Continental demonstrated how adding new electrical components for different levels of automation adds to CO2 emissions. The company showed that in order to reach the L2 (partial automation) level, CO2 emissions increase by as much as 4.2 g/km, while attaining the L5 (high automation) level implies further detrimental emissions behavior to the tune of +6.7 g/km. This counterproductive surge in emissions demands efforts on architectural optimization, and one way is through the integration of electronic control units (ECUs). Today, a premium car exceeds 70 ECUs—one per application. While more functions will emerge, in future Continental sees multiple functions implemented in a single ECU. Continental demonstrated its own “evolution” and “revolution” version with new concepts for electric and electronic architectures.
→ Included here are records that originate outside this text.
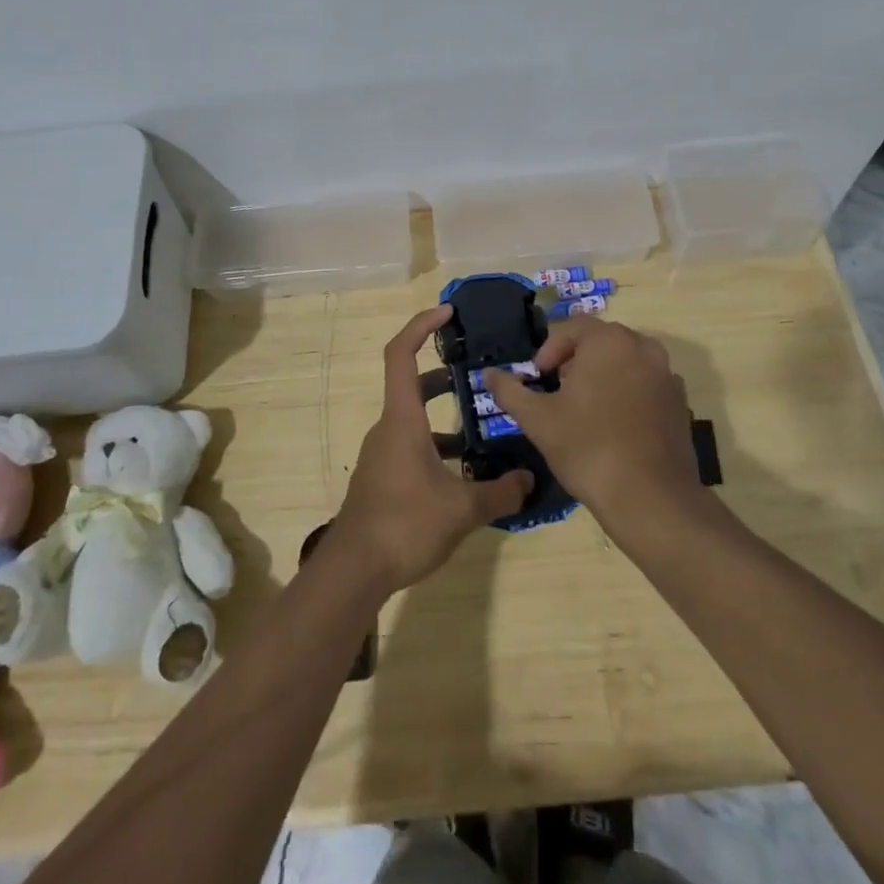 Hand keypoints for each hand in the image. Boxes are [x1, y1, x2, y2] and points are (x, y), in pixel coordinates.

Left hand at [333, 306, 532, 591]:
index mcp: (402, 419)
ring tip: (484, 428)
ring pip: (414, 420)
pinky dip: (437, 448)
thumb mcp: (461, 509)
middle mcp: (388, 428)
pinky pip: (412, 447)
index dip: (421, 326)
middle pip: (412, 385)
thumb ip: (499, 492)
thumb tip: (529, 481)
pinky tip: (464, 474)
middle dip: (444, 375)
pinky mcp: (383, 477)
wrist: (355, 570)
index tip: (447, 313)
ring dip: (445, 418)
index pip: (401, 354)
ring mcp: (382, 454)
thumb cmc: (405, 524)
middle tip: (479, 375)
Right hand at [483, 316, 697, 522]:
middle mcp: (643, 347)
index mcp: (609, 341)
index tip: (538, 378)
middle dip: (575, 360)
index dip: (550, 349)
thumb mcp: (537, 419)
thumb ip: (510, 390)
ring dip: (602, 375)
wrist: (650, 498)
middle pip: (601, 341)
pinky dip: (627, 393)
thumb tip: (488, 374)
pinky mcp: (680, 403)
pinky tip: (613, 426)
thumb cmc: (587, 448)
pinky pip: (645, 384)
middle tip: (557, 391)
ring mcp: (667, 375)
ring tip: (584, 409)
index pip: (572, 327)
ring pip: (625, 362) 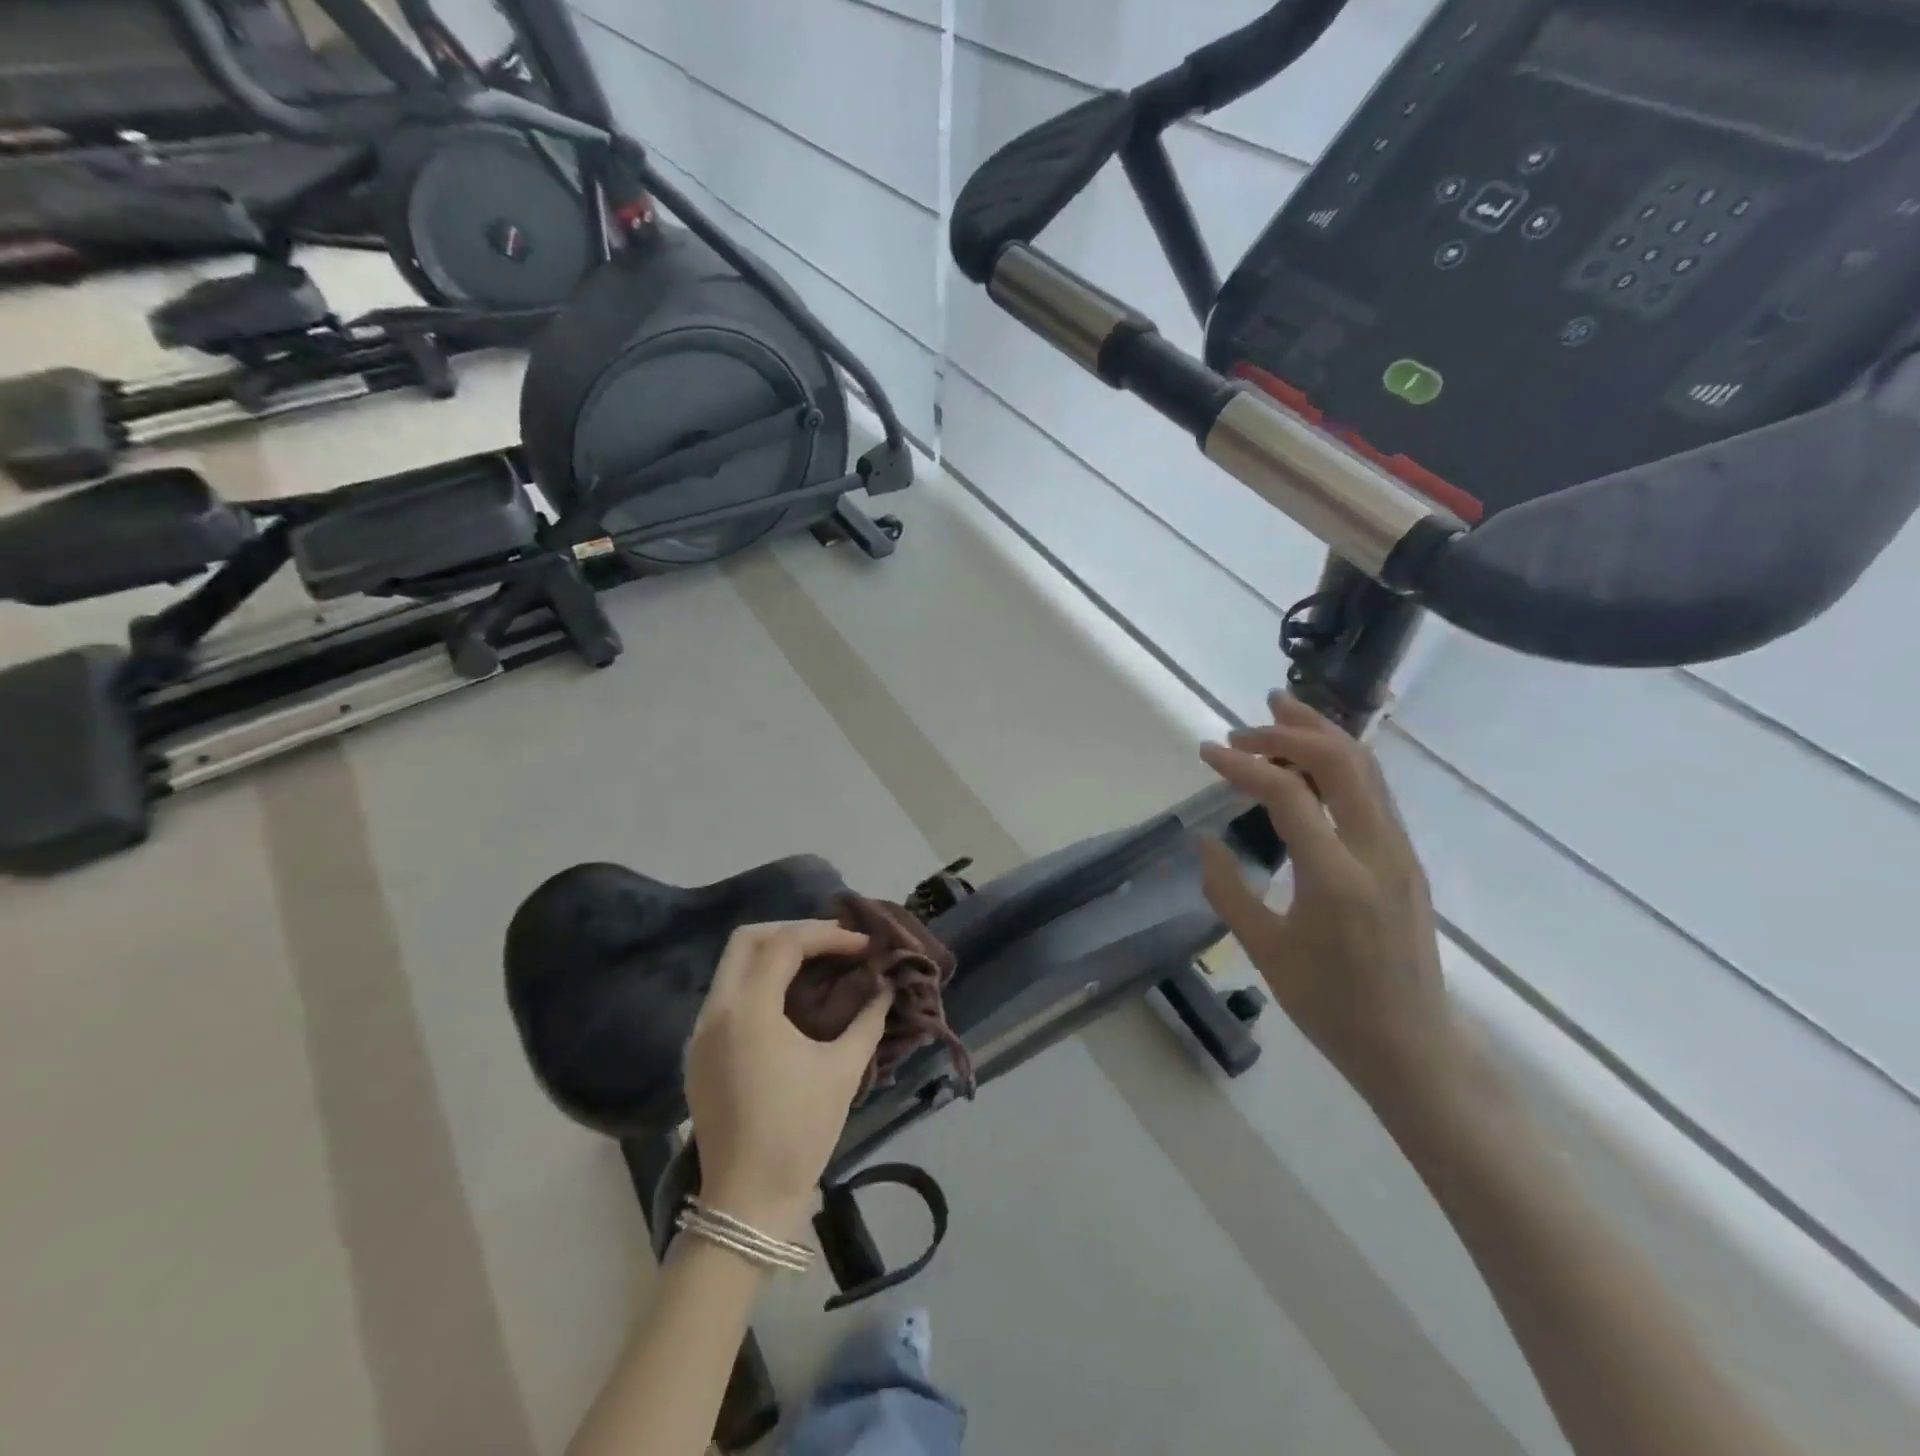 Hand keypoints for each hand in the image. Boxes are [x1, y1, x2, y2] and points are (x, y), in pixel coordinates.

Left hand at [685, 920, 892, 1238]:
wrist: (746, 1203)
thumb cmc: (799, 1132)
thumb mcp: (843, 1070)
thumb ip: (868, 1019)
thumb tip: (885, 987)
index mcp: (749, 1011)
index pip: (785, 944)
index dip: (828, 936)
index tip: (862, 946)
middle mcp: (716, 1012)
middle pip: (746, 940)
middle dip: (792, 930)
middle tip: (833, 943)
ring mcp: (701, 1033)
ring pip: (732, 966)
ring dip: (773, 953)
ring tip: (817, 964)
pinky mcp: (699, 1053)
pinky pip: (727, 995)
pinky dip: (759, 980)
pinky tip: (790, 998)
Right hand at [1198, 695, 1451, 1106]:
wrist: (1412, 1046)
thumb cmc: (1329, 1005)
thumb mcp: (1264, 949)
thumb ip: (1228, 889)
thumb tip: (1206, 840)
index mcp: (1336, 877)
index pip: (1288, 793)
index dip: (1243, 764)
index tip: (1207, 752)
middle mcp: (1377, 852)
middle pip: (1342, 761)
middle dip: (1290, 730)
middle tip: (1247, 724)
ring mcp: (1399, 852)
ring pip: (1366, 768)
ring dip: (1321, 734)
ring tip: (1282, 710)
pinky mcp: (1405, 858)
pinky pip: (1373, 791)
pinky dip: (1339, 762)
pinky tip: (1312, 761) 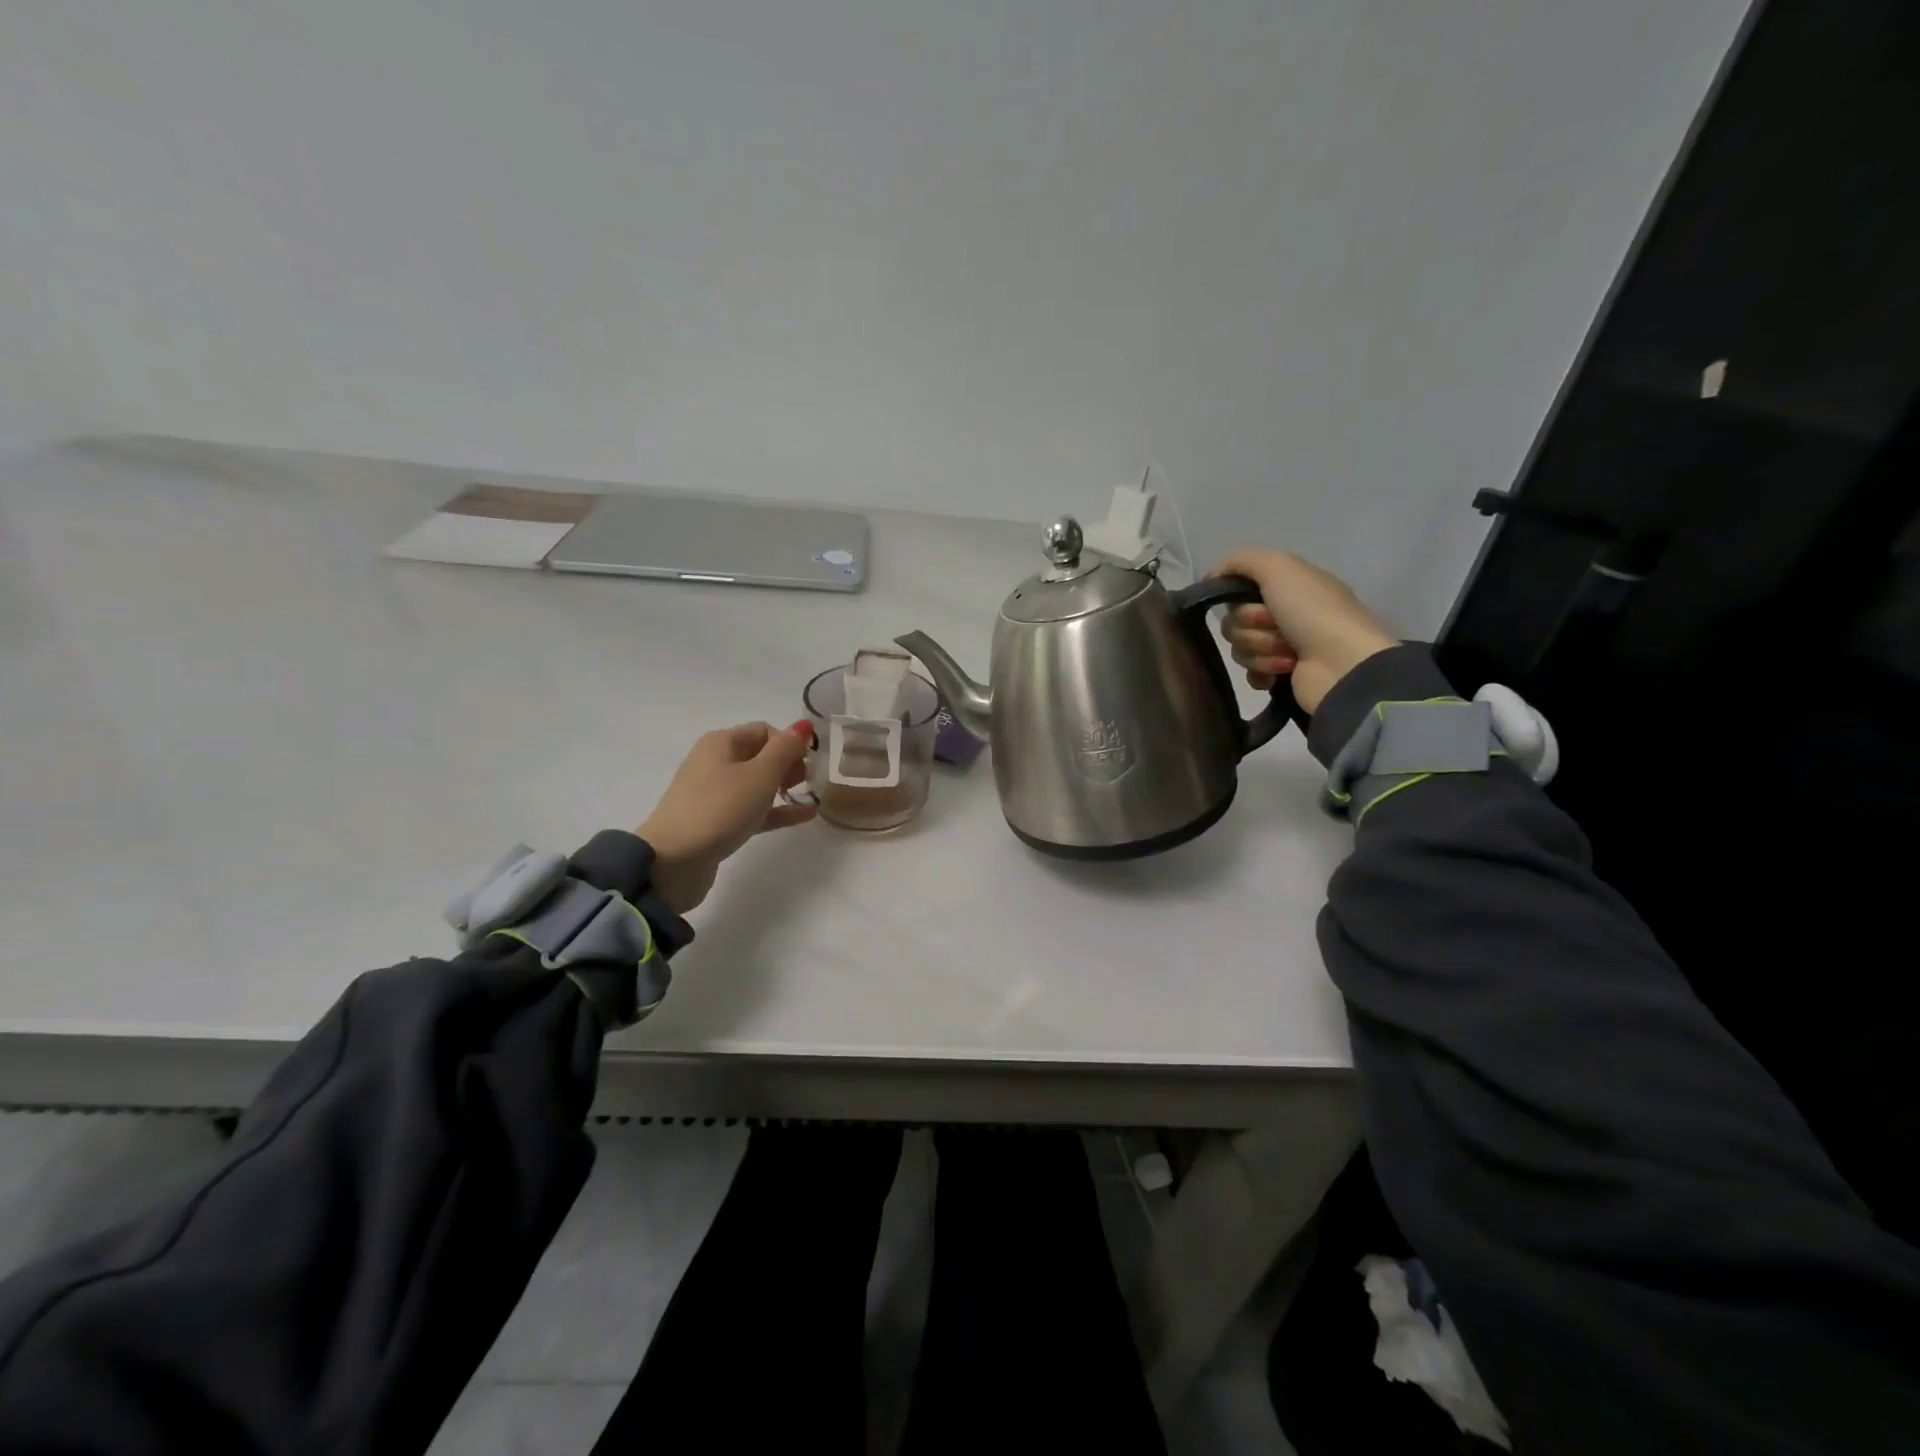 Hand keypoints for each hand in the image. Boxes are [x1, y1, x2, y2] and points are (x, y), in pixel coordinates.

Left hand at [637, 722, 815, 913]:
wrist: (674, 861)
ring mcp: (714, 794)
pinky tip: (804, 816)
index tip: (809, 764)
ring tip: (810, 796)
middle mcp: (715, 762)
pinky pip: (753, 809)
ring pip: (757, 783)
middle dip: (788, 764)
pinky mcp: (717, 822)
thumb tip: (803, 725)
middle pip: (760, 755)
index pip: (765, 731)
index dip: (790, 743)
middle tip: (807, 782)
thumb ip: (785, 749)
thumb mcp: (760, 775)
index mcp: (721, 743)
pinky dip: (776, 810)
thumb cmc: (720, 808)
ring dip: (784, 787)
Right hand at [1211, 549, 1397, 714]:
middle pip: (1234, 621)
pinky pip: (1250, 673)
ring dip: (1261, 650)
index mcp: (1286, 587)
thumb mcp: (1279, 566)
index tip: (1246, 601)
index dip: (1237, 598)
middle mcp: (1284, 613)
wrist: (1342, 663)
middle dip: (1250, 627)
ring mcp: (1283, 646)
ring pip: (1240, 648)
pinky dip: (1261, 672)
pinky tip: (1278, 674)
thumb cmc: (1313, 611)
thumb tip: (1211, 578)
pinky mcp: (1280, 676)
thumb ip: (1241, 561)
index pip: (1238, 590)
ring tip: (1288, 654)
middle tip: (1277, 628)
Specifically, for hybrid/electric vehicles Continental demonstrated a prototype known as Bidirectional Charge and Traction System (BCTS). There are two significant features here, firstly the use of advanced electronics components based on SiC and second, multi-functional operation:
Today, the above operations are performed by individual ECUs but this multi-function system further validates the need to consolidate within ECUs. This not only saves power but reduces the cost and weight of modules. Another interesting aspect of the BCTS was that it used SiC MOSFETs and diodes as components. Even though BCTS is a prototype, the fact that Continental is testing its systems with SiC components goes to show that SiC may well just be the future technology for high voltage applications.
EEHE provided an opportunity for the major industry players to showcase their latest work and thinking. From the presentations and discussions it was evident that each automotive supplier is working hard to find new ways to meet impending new stringent CO2 targets with electrification as the main strategy.